For now, I cannot despise this heavy thing, try as I might; why hate what will stay with me forever? Instead, I’ve been curious, poked at it, studied it against what remains—my life’s clutter now in possession of a novel shine, or glow, or film of dust—in the wake of my mother’s death. I’ve been baking, decorating the apartment, playing video games. They’re my coping mechanisms, lenses into my grief—ways to process my loss, to touch it with gloves.
My working hypothesis: Grief is not something to conquer, to defeat; after you lose someone, the goal is not to win . Mom’s death doesn’t make me “more interesting,” and there’s no neat answer as to why it happened. But my choices still affect my narrative, the one storyline I get. For now, at least, I choose to walk ahead with grief alongside, to accept its companionship, for it stands where she once stood. I choose to ask it questions, to welcome comfort when I find it.
Grief is not something to conquer, to defeat; after you lose someone, the goal is not to win .

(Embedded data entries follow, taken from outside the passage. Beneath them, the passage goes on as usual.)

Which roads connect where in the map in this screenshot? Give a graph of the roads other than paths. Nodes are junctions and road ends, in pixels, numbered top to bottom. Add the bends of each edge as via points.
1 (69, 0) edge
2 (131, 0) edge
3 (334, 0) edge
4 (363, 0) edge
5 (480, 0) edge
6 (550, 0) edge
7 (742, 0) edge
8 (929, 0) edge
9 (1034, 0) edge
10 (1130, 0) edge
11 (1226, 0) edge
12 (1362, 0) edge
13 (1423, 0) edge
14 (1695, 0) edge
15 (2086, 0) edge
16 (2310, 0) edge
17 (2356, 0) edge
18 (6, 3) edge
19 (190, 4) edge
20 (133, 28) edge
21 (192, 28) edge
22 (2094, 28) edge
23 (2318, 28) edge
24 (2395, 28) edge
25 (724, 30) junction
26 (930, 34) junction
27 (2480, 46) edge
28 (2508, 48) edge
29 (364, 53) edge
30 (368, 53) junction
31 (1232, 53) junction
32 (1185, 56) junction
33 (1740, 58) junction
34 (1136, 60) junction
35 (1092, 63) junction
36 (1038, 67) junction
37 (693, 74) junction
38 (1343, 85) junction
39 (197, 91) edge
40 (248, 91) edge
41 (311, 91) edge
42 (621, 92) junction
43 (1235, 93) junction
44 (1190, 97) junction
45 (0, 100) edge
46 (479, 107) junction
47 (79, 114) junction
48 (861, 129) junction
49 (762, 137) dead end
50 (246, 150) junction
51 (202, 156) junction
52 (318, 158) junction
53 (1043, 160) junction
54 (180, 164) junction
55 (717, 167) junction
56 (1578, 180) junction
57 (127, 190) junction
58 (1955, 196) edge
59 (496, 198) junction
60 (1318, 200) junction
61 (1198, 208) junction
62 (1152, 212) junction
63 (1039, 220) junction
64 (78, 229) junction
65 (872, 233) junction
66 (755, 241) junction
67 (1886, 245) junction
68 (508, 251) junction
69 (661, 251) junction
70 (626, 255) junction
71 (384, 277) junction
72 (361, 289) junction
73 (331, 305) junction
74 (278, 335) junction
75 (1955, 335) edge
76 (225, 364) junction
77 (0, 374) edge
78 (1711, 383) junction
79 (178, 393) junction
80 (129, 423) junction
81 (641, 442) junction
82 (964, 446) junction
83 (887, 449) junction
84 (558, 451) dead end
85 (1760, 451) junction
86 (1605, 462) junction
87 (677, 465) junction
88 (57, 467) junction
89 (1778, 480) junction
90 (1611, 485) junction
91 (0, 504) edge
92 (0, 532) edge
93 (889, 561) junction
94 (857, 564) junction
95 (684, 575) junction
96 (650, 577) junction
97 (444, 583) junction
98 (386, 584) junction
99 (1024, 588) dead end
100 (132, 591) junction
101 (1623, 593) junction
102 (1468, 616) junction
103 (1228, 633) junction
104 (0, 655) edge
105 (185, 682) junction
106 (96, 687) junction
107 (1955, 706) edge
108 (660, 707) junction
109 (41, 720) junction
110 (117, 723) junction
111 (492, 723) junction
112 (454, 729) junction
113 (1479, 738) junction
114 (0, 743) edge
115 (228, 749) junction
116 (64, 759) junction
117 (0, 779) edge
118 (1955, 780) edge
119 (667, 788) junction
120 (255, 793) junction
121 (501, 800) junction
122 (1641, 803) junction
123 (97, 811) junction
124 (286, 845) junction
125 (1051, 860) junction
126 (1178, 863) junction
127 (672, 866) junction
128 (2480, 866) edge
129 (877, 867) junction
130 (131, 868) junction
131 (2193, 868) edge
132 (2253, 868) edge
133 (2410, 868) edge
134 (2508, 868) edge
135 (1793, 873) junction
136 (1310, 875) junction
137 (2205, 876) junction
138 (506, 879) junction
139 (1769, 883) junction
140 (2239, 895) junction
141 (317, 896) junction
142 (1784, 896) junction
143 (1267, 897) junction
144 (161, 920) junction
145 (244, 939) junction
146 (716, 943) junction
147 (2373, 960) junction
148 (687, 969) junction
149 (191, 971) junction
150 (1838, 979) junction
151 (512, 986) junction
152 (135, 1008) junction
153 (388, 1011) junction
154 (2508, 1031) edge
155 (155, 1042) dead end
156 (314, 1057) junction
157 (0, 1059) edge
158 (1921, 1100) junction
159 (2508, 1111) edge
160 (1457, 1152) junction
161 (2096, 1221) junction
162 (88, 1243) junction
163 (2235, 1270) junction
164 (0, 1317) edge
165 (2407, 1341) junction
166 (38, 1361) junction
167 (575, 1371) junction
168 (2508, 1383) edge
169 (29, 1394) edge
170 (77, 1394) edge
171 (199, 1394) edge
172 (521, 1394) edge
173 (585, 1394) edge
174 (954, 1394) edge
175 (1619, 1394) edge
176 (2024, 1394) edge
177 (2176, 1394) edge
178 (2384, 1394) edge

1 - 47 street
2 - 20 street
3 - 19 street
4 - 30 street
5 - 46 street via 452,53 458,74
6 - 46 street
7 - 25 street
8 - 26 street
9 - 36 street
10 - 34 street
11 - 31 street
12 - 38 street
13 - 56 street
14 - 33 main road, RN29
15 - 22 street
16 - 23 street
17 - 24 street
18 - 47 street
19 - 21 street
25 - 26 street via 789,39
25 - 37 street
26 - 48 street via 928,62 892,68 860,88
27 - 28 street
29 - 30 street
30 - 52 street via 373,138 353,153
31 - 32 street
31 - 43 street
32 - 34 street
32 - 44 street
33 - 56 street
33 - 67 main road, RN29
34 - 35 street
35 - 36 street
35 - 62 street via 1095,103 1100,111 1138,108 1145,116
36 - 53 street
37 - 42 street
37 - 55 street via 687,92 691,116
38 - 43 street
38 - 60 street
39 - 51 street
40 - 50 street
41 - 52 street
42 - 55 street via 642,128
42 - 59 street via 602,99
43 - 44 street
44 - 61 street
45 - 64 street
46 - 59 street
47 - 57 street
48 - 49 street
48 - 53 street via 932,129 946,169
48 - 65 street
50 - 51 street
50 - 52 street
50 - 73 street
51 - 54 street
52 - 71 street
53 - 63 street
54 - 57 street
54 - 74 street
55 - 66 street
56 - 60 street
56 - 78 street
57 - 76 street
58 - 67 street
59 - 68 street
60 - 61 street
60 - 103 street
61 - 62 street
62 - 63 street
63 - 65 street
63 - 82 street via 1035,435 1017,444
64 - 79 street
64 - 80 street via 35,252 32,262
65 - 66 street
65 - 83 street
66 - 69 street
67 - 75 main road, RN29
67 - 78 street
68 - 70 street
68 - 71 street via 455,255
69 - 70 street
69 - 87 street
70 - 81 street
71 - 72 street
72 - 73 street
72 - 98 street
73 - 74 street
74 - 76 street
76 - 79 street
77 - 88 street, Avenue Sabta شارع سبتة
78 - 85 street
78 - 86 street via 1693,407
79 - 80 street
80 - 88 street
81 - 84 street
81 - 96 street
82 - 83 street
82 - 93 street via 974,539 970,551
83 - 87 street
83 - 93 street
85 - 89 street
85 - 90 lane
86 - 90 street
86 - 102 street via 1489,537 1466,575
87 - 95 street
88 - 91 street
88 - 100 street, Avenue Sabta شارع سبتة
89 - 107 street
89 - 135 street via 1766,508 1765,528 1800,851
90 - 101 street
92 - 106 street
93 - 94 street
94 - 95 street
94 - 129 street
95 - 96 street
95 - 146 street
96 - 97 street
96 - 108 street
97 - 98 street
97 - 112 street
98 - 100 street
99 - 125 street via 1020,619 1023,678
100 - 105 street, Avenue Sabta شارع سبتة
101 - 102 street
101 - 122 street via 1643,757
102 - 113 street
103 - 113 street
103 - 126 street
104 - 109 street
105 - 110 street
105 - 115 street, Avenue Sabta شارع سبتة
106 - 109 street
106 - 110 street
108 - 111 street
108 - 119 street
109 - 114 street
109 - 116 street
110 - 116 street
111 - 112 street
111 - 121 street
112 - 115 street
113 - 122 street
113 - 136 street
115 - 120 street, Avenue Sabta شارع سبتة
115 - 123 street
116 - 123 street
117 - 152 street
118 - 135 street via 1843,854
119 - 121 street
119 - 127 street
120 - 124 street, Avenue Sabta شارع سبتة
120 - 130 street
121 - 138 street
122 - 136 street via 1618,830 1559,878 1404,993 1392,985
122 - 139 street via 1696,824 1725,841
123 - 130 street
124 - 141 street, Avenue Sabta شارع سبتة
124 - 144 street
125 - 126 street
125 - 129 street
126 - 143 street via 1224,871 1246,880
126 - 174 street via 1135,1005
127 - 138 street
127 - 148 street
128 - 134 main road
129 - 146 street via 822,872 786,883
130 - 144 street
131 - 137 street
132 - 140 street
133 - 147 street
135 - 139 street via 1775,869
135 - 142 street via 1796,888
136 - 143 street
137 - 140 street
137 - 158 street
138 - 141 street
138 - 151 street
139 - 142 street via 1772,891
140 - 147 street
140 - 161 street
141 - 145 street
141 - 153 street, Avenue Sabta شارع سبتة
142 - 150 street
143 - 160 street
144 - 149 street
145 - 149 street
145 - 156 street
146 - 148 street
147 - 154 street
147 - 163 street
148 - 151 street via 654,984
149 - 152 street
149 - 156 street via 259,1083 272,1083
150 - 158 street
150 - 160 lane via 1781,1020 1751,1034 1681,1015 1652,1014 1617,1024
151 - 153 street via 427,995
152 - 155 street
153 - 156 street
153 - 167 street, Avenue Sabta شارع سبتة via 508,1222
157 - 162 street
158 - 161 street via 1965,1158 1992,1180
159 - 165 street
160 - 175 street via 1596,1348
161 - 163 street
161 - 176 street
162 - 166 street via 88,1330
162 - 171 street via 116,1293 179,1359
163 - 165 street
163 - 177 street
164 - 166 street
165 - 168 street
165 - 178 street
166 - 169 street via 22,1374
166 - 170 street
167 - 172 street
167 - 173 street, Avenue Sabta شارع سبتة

And at times, when the grief waxes, or blocks the path forward, I can choose to rest. As she once advised, I can indulge and play.
Recently, I spent nights staying up until three playing Ori and the Blind Forest. ( The protagonist’s mother dies, then comes back to life and protects her child from the antagonist. The antagonist is a mother too, who ultimately sacrifices herself to protect her own child. Fun!) I thought of Mom and moderation, so I switched gears. I’ve restarted my Pokémon game, playing only in one-hour bursts. While she rests, I’ll become Pokémon Champion.
For what it’s worth, there are no dead mothers in the Pokémon series. ( Not human ones, at least .) In every generation, you begin your journey with a mom. She sends you off on your Pokémon adventure, though she hates to see you go. But in that space between you and her, she says, you have room to grow.
“When you’re exposed to new things, and experience new sensations,” says one mom , “it makes your mother happy, too.”
I remember getting Pokémon LeafGreen in September 2004, a year and change after Mom and I immigrated to the US. (“Happy birthday, anak! I love you!”) My in-game mother gifted me a pair of running shoes. Newly thirteen-year-old me was moved to tears by her note for “my beloved challenger.”
(I have always loved my mother, seen her reflection in all things.)
“Remember,” her note reads , “I’ll always cheer for you! Don’t ever give up!”